Madame la présidente, madame la secrétaire d’État, monsieur le président de la commission, madame la rapporteure, mes chers collègues et amis, ce texte, tel que je le ressens, est un merveilleux rêve qui me ramène à ma jeunesse, passée dans les montagnes. Lorsque j’avais quatre ou cinq ans, mon coeur explosait dans ma poitrine lorsque l’ours attaquait le troupeau et que celui-ci se rabattait irrémédiablement sur les tôles qui recouvraient la vieille cabane couverte de cailloux. Papa sortait alors, un bâton à la main, et il rentrait toujours un peu désespéré, en disant « Il m’en a encore pris une ! » Voyant que j’avais très mal à la poitrine, tellement j’avais eu peur, il me disait : « Ne t’en fais pas ! Que veux-tu, il fait partie de la nature, comme nous ! Mais il ferait mieux de se mettre à bosser au lieu de toujours nous taper ! »
Je ne pouvais pas savoir que, trente ou quarante ans après, l’idée de cet homme de bien qui voyait en l’ours une création de la nature, comme lui, ferait couler tant d’encre et de salive, inutilement.
Je voudrais d’abord saluer ces hommes et ces femmes simples, ordinaires, qui ont aimé la nature au point d’avoir choisi d’y vivre. Ils ont abandonné, pour certains, des carrières qui auraient pu être différentes, sous les lampadaires des grandes cités, parce qu’ils aimaient par-dessus tout le pays, leur territoire. Le service qu’ils lui rendent est inestimable, alors qu’ils sont de moins en moins nombreux, qu’ils disparaissent jour après jour : ils ont du mal et pourtant ils sont là.
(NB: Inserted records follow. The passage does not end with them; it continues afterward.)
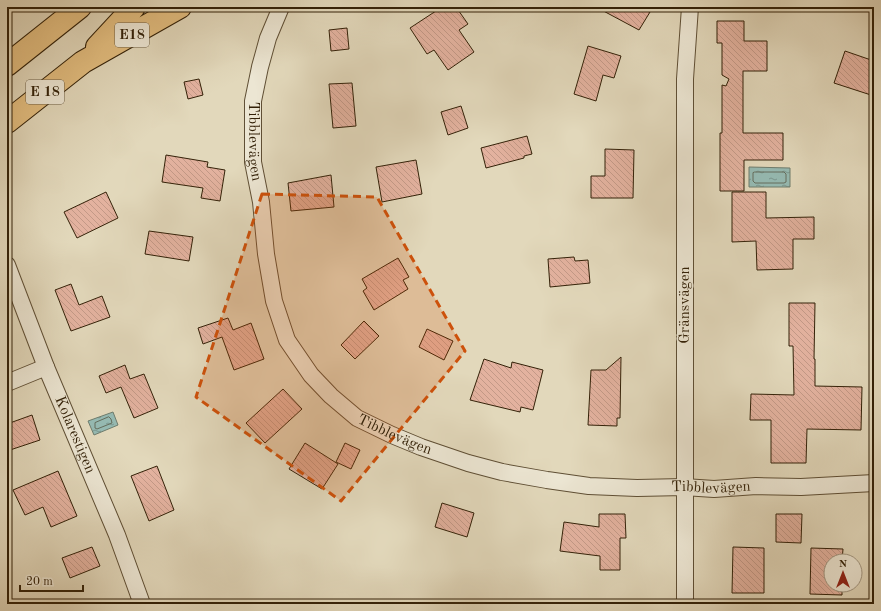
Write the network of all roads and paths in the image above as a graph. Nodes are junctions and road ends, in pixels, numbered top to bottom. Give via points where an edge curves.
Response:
1 (80, 7) edge
2 (134, 7) edge
3 (180, 7) edge
4 (282, 7) edge
5 (690, 7) edge
6 (83, 62) junction
7 (7, 65) edge
8 (7, 122) edge
9 (7, 265) edge
10 (46, 367) junction
11 (7, 383) edge
12 (874, 483) edge
13 (684, 487) junction
14 (142, 604) edge
15 (685, 604) edge

1 - 7 highway
2 - 6 highway, E 18
3 - 6 highway, E18
4 - 13 street, Tibblevägen via 268,38 253,100 253,162 274,301 286,340 311,375 357,418 406,441 468,463 502,472 589,486
5 - 13 street, Gränsvägen via 685,80
6 - 8 highway, E 18
9 - 10 street, Kolarestigen
10 - 11 street
10 - 14 street, Kolarestigen via 117,535
12 - 13 street, Tibblevägen via 714,489
13 - 15 street, Gränsvägen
Ils ne peuvent pas supporter qu’il y ait un mètre carré qui ne soit pas entretenu.
Et puis il y a le cauchemar, affreux, qui a commencé il y a soixante ans environ à cause de certains hommes, toujours les mêmes, avides d’argent et de puissance. Parmi eux, cette terrifiante famille qui se partageait entre le soutien à l’apartheid en Afrique du Sud et l’achat de marques de cigarettes, qui en avait fait le plus grand cigarettier du monde. Comprenant que le monde changeait, un de ses membres s’est dit qu’il était temps de se reconvertir dans la protection de la nature : c’était M. Huxley qui a fondé le World Wildlife Fund – WWF –, formidable machine à recycler l’argent sale, l’argent pourri, à le reverdir même, en utilisant de petites associations de protection de la nature, sensibles, honnêtes, qui se battent aux côtés des nôtres pour que leur environnement, leur village, leur colline, leur clocher soient toujours un petit peu plus beaux.
Sauf qu’on ne parle pas de la même chose. Certains ont pensé que dans ce monde où l’on s’agglomérait de plus en plus, il fallait toucher la sensiblerie du coeur chez des individus perdus parce qu’ils étaient malheureux de devoir s’entasser, tandis que d’autres n’en finissaient pas de mourir à force d’être trop peu nombreux et de ne plus pouvoir se parler.
Eh bien ! ils ont formidablement réussi ; ils ont réussi à créer une cause mondiale autant que fausse et hypocrite. Le grand malheur de notre temps est que des esprits éveillés, intelligents, honnêtes, purs, sincères, y aient cru.
Je ne parle pas uniquement de Nicolas Hulot qui sera bientôt candidat à l’élection présidentielle : qu’il ait réussi à faire payer les plus grands pollueurs de la planète pour financer sa fondation, c’est chouette, mais j’ai connu mieux.